Dans ce nouveau et dernier hors-série de la saga à succès Les filles au chocolat, Cathy Cassidy nous délivre un autre point de vue sur la famille Tanberry : celui de Ash, le petit ami de Honey, elle-même révélée dans Cœur vanille, le cinquième tome de la série. Avec ce dixième livre, la parité est respectée : autant de filles que de garçons nous offrent leur histoire personnelle dans le contexte souvent rude de l’adolescence.

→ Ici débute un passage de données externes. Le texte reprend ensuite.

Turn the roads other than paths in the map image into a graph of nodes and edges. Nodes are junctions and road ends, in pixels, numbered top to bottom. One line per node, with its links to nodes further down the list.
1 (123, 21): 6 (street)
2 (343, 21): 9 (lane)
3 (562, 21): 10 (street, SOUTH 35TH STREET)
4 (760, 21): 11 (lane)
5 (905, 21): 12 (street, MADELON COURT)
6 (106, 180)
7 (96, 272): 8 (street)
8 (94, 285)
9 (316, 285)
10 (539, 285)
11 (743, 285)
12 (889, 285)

Même s’il s’inscrit naturellement dans la série des Filles au chocolat, ce dernier volume possède une certaine particularité à travers son format, quelque peu décrié depuis sa parution en mars dernier. Il a l’allure et le prix d’un livre de poche (5,90€) mais la taille de la police, et par extension le nombre de mots par page, rapprochent plus ce petit objet littéraire des premiers romans à destination des jeunes lecteurs.

Digne héritier donc de la bibliothèque rose, Cœur piment s’en éloigne pourtant par son contenu. Car ce ne sont pas les déboires amoureux d’enfants qui sont peints ici, mais bien ceux de jeunes adultes qui s’apprêtent à faire leurs premiers pas dans le monde, sans filet. Un choix de format donc étonnant pour le public auquel le récit est destiné, mais qui cherche peut-être à masquer un manque évident de contenu.

Présentée sous la forme d’une nouvelle et non d’un roman, cette histoire comporte les mêmes caractéristiques romanesques que les tomes précédents : on plonge au cœur d’une intériorité que l’on découvre en même temps que l’on (re)croise les autres protagonistes de la série. Le pari est donc risqué dans la mesure où ce procédé peut déboucher sur une certaine redondance, ce qui n’est pas le cas ici. On retrouve avec plaisir, bien que de loin, le personnage d’Honey, jeune femme fragile sous une carapace et un comportement souvent acerbe.

 

De nouvelles préoccupations sont abordées dans ce dernier récit, à savoir celles de jeunes adultes qui cherchent leur voie, et sont ainsi tiraillés entre leur avenir et celui de leur vie sentimentale. Comme à l’adolescence, chaque choix semble définitif, vécu avec un potentiel émotif multiplié par dix, car il engendre des conséquences vues comme irréversibles.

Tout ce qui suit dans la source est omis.